Teaser Tuesday: THAT SUMMER Fun Facts
With less than a month to go until That Summer appears in stores, here are some fun bits and pieces behind the story:
— The modern hero is a descendant of Miles and Henrietta Dorrington (of The Masque of the Black Tulip fame– not to mention the winners of every Pink Carnation popularity contest I’ve run on this website). Ever wondered what happened to the Dorrington family in later years (and why the title is in abeyance)? Nicholas Dorrington is here to fill us in.
— And speaking of Nicholas Dorrington, yes, he is very fond of ginger biscuits. There might also be a floppy lock of hair around somewhere….
— My modern heroine, Julia, is fired from her job at an investment bank not long before the action of the book begins. I couldn’t use a real I-bank, so I borrowed one from my friend Beatriz Williams. Yep, the Sterling Bates from which Julia is fired in That Summer is the same Sterling Bates at which Beatriz’s heroine works in Overseas. If Beatriz’s and my book are any evidence, they have a rather poor track record with employee retention.
— The house isn’t actually called Herne Hill. I’ve noticed this mistake in every review of That Summer that has come out so far. It’s the neighborhood that’s called Herne Hill. (And it is, indeed, a hill, as I can testify, having trudged up it in the midst of a July heat wave.) In That Summer, the people with whom we’re dealing are solidly middle class. They’re not the sort who have houses with names. Although I can definitely see where the confusion comes in.
— My historical heroine is named Imogen after the heroine of Shakespeare’s Cymbeline.

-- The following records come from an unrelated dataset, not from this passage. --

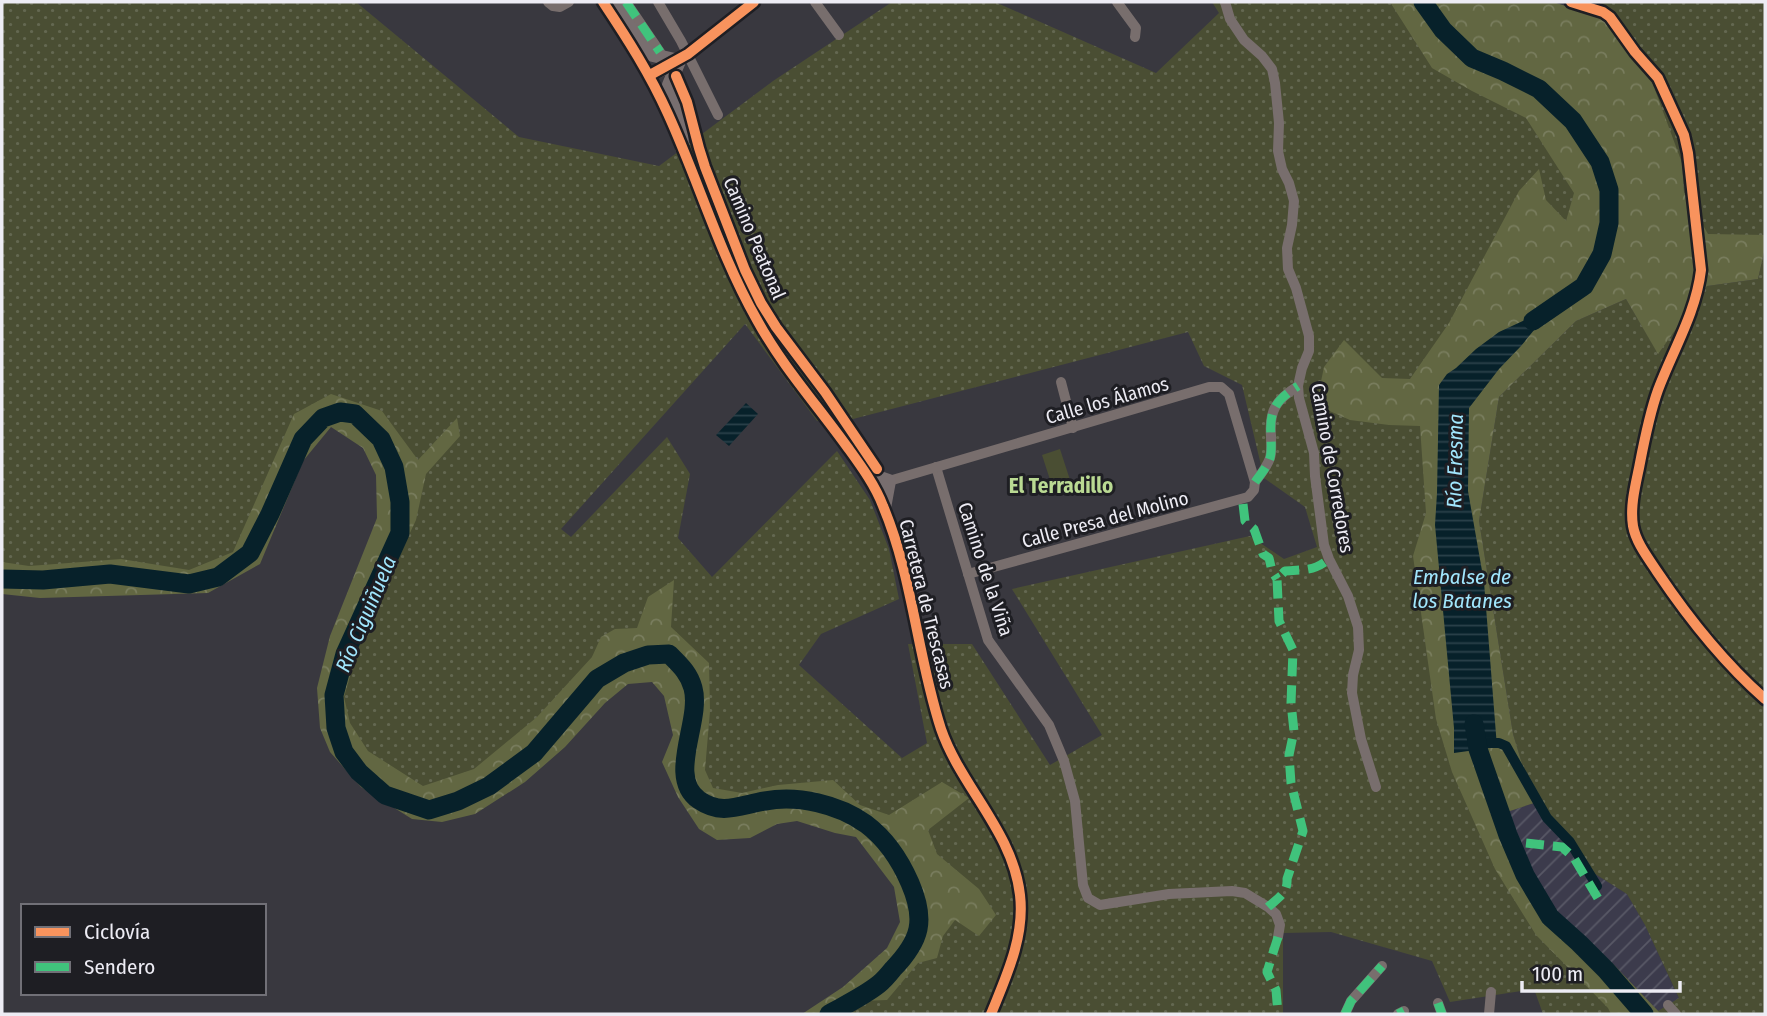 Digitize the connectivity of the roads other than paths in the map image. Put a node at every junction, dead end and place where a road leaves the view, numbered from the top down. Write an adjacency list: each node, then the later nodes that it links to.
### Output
1 (548, 2): 2 (street)
2 (569, 2)
3 (603, 2): 16 (street, Carretera de Trescasas)
4 (613, 2): 15 (main road)
5 (625, 2): 14 (street)
6 (658, 2): 15 (street)
7 (754, 2): 15 (street)
8 (816, 2): 12 (street)
9 (1117, 2): 13 (street)
10 (1226, 2): 21 (street, Camino de Corredores)
11 (1570, 2): 29 (street)
12 (839, 35)
13 (1135, 37)
14 (660, 52)
15 (683, 57): 16 (main road); 18 (street); 19 (main road)
16 (650, 75): 19 (street, Carretera de Trescasas)
17 (676, 76): 24 (street, Camino Peatonal)
18 (718, 115)
19 (682, 148): 24 (street, Carretera de Trescasas)
20 (1061, 382): 22 (street)
21 (1298, 386): 26 (street); 30 (street, Camino de Corredores)
22 (1073, 428): 23 (street, Calle los Álamos); 26 (street, Calle los Álamos)
23 (936, 467): 25 (street, Calle los Álamos); 28 (street, Camino de la Viña)
24 (871, 471): 25 (main road); 27 (street, Carretera de Trescasas)
25 (889, 481): 27 (main road)
26 (1255, 482): 28 (street, Calle Presa del Molino)
27 (884, 508): 35 (street, Carretera de Trescasas)
28 (968, 574): 31 (street, Camino de la Viña)
29 (1765, 699)
30 (1376, 787)
31 (1278, 937)
32 (1382, 966): 36 (street)
33 (1491, 992): 37 (street)
34 (1668, 1005): 38 (street)
35 (991, 1014)
36 (1345, 1014)
37 (1489, 1014)
38 (1676, 1014)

There was very little of a pseudo-medieval nature that the Preraphaelites didn’t mine for inspiration. Cymbeline was right up their alley. Initially, I had planned for the hero and heroine to have some deep and allegorical conversations about the nature of her name– but it didn’t happen. And the painting hidden in the wardrobe, instead of being a Cymbeline turned into a Tristan and Iseult. It worked much better that way. But by then my heroine was Imogen, and Imogen she stayed.

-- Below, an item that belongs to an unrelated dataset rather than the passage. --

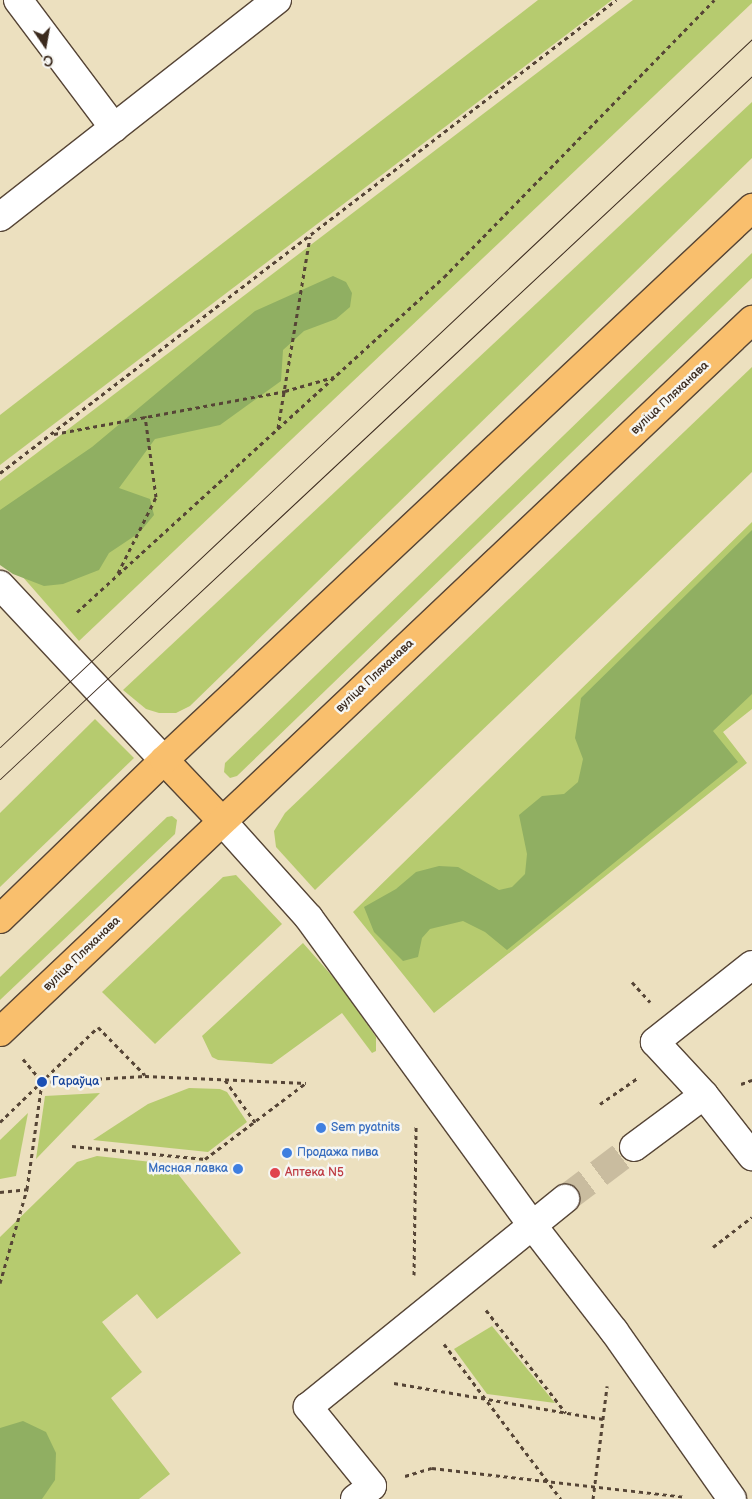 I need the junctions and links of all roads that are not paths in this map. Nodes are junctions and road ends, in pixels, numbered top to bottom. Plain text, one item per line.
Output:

— Is there anything else you want to know about That Summer? Just ask me here!
And speaking of Preraphs… this was me channeling Waterhouse while I was in the UK, researching That Summer back in the summer of 2012:
Less than a month until That Summer appears in stores!
The floppy lock of hair (well, that and the looming) might be what first made me fall in love with Miles. Glad to see it’s making a reappearance!
Isn’t Colin a descendent of Miles as well?
Yes, there’s a female line that marries back into the Selwicks.
But the last branch of Miles and Henrietta’s family died out years ago or married into Richard’s…..
That’s how all of her (Henrietta’s) papers ended up at Selwick Hall.
I am sorry this kind spoils the book for me.
Sorry if I came off a little crabby, I’m having a tough time. I really did think their family had died off, so it’s really surprising to see them alive and well in 2000s.
No worries! I hope things look up for you….
In Elizabeth Kostova’s The Swan Thieves, the plot also revolves around a painting that doesn’t exist in real life– is it easier for copyright purposes to write about a fictional work of art rather than a well-known one? [Obviously not too well known since it is, after all, hidden in a hosue 🙂 ] Or have you actually painted something yourself and used it as inspiration? [Please, please say you have, for that would be so amusing to imagine! Babe in one arm… paintbrush in another… a true Jill-of-all-trades!]
This is what I get for sneaking out for coffee breaks during all those Copyright classes in law school…. You’d think I should know this. For the most part, my (uneducated, on coffee break) guess is that it doesn’t make a difference, vis a vis copyright. One isn’t reproducing the painting, after all. On the other hand, from an artistic point of view, it affords the author a great deal more license to have a make-believe painting, because it means you can mold it to shape the plot and circumstances. In my case, I wanted to have an unknown Preraphaelite, someone who was part of the gang and then dropped out– so, for the purposes of my story, I needed a fictional artist and painting.
No painting, I’m afraid! My fine arts skills never progressed much beyond Lower School art class….
Copyright in an artistic work lasts the authors/creators life plus 70 years after death. Waterhouse died in 1917, so the copyright in the painting itself has expired and you can write about it freely.
Because I’m always careful to avoid any plot details before I read, I don’t know what use you make of the Tristan and Iseult painting in the book. I would think that your only problem might be if you have one of your characters doing something before 1987 which would be in breach of copyright — and that’s a problem in plot credibility rather than one which could get you sued.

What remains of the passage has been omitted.